Condition is a filter, not a footnote

The single biggest cause of misleading Terapeak averages is mixing conditions. A “new with tags” sale and a “used, marked” sale of the same jacket can differ by 3x. Always set the Item Condition filter before you trust an average sold price.

Sell-through rate, decoded

Sell-through rate (STR) is the ratio of items sold to items listed for your search, expressed as a percentage. Terapeak calculates it for searches covering items sold within the last 90 days. It is the closest thing eBay gives you to a demand gauge:

  • High STR (roughly 60%+ as a rule of thumb): demand outruns supply. Stock moves fast; you can price with confidence and expect a quick turn.
  • Mid STR (roughly 30 to 60%): a normal, competitive market. Your listing quality, price and photos decide whether you’re in the sold half or the unsold half.
  • Low STR (under roughly 30%): supply swamps demand. Expect slow sales, relisting cycles and price pressure. Only source at this level if your margin is fat enough to pay for the wait.

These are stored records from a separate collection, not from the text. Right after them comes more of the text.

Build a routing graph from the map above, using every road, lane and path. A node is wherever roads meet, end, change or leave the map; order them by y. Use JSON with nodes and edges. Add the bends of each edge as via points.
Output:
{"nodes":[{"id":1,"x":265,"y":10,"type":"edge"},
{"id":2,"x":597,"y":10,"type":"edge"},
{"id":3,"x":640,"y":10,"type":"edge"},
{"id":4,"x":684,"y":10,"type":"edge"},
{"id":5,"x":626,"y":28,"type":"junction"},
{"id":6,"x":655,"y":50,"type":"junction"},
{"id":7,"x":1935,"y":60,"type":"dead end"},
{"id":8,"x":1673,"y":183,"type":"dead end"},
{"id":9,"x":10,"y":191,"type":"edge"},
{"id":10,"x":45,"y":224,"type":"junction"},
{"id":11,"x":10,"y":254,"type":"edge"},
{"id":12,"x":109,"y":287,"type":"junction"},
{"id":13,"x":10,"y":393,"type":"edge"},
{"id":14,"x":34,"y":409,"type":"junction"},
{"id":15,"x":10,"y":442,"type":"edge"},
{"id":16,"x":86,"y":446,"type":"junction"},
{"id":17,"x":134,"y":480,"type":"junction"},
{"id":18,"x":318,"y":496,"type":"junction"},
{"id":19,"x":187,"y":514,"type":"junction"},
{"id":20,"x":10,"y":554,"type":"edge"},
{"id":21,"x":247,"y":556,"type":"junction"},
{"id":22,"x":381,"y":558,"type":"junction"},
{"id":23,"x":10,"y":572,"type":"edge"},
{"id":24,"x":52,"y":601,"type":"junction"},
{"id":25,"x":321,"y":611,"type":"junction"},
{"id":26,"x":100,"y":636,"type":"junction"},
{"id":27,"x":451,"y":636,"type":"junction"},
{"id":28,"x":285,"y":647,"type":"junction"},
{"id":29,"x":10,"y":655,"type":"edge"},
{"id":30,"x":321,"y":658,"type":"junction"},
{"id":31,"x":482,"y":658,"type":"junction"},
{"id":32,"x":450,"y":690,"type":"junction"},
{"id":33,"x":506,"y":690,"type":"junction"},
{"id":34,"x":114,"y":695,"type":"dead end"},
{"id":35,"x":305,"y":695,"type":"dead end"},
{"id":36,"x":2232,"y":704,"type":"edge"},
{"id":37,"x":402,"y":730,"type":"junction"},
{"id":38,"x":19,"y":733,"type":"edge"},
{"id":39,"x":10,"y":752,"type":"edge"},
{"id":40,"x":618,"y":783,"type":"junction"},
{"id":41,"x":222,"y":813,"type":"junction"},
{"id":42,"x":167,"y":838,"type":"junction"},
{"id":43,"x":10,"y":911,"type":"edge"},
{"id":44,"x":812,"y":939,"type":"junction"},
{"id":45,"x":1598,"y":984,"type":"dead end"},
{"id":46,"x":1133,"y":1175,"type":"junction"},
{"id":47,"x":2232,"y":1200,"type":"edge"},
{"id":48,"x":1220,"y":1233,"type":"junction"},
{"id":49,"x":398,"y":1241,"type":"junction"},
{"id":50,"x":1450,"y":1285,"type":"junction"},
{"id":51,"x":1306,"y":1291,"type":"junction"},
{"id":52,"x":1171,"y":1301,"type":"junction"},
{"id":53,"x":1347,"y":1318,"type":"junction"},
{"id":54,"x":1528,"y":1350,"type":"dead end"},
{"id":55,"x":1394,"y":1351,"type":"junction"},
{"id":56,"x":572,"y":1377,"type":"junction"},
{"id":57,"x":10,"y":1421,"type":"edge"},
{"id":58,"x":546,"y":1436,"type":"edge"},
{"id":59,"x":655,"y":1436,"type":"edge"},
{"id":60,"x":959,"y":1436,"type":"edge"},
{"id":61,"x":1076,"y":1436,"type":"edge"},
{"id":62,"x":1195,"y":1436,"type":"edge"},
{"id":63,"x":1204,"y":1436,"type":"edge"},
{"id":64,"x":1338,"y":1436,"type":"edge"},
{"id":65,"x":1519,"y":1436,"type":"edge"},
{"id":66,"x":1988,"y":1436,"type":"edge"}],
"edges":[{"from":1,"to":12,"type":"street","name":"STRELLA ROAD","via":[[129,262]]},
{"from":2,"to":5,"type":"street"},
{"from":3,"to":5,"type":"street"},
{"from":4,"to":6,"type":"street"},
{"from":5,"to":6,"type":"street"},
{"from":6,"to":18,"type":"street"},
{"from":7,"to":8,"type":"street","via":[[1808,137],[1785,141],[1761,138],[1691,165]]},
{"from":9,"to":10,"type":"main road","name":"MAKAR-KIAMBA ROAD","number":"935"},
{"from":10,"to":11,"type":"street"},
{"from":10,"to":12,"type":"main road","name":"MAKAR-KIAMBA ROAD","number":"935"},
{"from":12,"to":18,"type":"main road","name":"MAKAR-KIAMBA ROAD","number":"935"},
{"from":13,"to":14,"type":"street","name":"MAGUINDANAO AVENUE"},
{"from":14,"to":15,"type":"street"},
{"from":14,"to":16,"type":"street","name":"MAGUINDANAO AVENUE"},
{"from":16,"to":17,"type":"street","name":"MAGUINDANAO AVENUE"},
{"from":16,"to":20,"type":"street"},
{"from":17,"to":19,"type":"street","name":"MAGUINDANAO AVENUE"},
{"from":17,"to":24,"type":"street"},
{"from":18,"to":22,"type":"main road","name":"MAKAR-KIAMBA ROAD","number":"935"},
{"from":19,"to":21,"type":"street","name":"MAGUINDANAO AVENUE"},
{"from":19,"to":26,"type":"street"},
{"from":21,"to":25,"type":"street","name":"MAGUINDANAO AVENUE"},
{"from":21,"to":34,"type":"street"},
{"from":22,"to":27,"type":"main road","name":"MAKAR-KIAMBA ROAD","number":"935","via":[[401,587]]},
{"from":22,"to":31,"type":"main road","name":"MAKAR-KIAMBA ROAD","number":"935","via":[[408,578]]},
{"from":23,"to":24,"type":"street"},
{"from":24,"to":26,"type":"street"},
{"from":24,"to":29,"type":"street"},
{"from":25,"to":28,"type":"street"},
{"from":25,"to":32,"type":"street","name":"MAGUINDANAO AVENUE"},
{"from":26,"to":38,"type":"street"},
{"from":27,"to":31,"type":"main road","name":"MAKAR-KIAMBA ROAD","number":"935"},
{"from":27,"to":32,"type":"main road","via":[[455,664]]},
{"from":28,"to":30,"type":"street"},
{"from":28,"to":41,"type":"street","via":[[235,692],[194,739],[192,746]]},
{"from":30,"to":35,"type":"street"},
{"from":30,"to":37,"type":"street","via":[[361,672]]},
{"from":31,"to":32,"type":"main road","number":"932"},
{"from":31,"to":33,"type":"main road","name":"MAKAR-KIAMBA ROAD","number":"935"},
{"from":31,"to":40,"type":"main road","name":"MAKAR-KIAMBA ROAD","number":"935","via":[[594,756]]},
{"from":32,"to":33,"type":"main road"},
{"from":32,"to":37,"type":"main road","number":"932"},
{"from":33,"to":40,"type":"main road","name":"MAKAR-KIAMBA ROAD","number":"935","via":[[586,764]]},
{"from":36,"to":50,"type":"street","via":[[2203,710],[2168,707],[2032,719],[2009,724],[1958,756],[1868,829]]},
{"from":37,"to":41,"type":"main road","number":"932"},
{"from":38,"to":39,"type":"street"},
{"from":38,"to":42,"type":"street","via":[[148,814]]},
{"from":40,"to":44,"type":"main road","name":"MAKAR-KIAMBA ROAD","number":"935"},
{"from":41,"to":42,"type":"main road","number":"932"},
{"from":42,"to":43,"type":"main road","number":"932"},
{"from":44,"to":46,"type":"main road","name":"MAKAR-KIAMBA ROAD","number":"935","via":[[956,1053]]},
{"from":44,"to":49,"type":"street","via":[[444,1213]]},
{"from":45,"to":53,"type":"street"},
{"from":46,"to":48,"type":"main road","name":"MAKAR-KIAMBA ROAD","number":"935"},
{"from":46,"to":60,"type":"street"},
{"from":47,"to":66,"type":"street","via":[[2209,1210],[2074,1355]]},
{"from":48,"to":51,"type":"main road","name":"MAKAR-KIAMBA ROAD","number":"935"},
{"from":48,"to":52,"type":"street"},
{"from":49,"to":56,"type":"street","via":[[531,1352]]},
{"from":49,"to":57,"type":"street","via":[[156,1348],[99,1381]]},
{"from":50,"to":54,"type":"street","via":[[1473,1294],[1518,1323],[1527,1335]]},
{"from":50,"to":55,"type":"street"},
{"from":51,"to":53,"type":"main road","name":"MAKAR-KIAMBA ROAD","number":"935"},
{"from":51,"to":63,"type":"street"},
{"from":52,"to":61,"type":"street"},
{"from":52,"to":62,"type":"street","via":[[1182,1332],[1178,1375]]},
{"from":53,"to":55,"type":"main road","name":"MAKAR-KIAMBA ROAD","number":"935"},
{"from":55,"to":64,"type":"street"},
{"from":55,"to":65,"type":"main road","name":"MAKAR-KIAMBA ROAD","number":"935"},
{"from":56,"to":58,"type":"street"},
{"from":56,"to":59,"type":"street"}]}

Those bands are seller convention, not an eBay rule, and sensible thresholds genuinely differ by category: 25% might be healthy for niche car parts where every part number is rare, and terrible for phone cases. Always compare an item’s STR against similar items in the same category rather than against a universal number.

STR also pairs with seller count. An 80% STR with 6 sellers is a quiet goldmine; an 80% STR with 900 sellers is a commodity knife-fight where the price will race to the bottom before your stock arrives. Read the two numbers together, never alone.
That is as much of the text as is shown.